Napoli's agreement comes during the same week that former Red Sox center fielder Jacoby Ellsbury agreed to terms with the New York Yankees on a seven-year, $153 million deal  and former Red Sox catcher Jarrod Saltalamacchia reached a three-year, $21 million deal with the Miami Marlins.

Ellsbury's departure, while expected, created some urgency for the Red Sox to retain Napoli, who also was vigorously pursued by the Texas Rangers, with whom he had played in 2011 and '12, and by the Seattle Mariners. At least one team offered Napoli a three-year deal, and there was at least one offer for a larger financial package than what he took from the Red Sox.

Napoli, who very publicly celebrated winning the World Series in Boston watering holes, is already a fan favorite, and the news that he took less money to stay undoubtedly will endear him even more to the team's fan base.

Only one Red Sox free agent of significance remains unsigned: shortstop Stephen Drew, who a month ago was declared out of the running for a return by one baseball source who predicted he would receive a multiyear offer from another club. The Red Sox remain engaged in talks with agent Scott Boras about Drew returning, but the pressure to bring him back might be eased by Napoli's signing.

Had Napoli left, the Red Sox had discussed internally the possibility of signing Drew, moving rookie Xander Bogaerts to third, and employing a platoon of Will Middlebrooks and Daniel Nava at first.

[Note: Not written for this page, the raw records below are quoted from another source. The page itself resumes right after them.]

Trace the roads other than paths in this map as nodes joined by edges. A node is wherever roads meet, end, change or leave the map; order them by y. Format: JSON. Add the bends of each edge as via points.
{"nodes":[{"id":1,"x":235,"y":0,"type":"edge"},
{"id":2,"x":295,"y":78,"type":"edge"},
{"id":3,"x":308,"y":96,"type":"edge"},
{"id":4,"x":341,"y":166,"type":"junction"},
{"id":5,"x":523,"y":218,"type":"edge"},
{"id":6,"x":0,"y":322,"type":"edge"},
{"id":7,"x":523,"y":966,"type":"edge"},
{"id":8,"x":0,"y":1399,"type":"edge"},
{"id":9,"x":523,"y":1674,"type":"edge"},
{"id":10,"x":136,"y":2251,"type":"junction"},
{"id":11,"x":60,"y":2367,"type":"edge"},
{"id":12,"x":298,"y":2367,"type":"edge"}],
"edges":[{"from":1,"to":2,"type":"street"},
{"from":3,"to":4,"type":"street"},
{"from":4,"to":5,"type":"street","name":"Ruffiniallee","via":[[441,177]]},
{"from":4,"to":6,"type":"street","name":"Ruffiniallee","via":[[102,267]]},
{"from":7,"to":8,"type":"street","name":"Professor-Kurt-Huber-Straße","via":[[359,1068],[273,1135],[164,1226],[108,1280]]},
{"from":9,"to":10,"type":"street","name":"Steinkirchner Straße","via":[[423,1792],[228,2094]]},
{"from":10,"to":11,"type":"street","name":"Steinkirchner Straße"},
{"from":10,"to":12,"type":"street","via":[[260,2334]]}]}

Napoli becomes the third free agent signed by the Red Sox since the end of the season, joining catcher A.J. Pierzynski (one year, $8.25 million) and reliever Edward Mujica (two years, $9.5 million). Coincidentally, Pierzynski replaced Napoli as Texas' catcher after he left the Rangers following the 2012 season.

It didn't take Napoli's Red Sox teammates long to take out the needle.

"Took ya long enough," pitcher Jon Lester tweeted.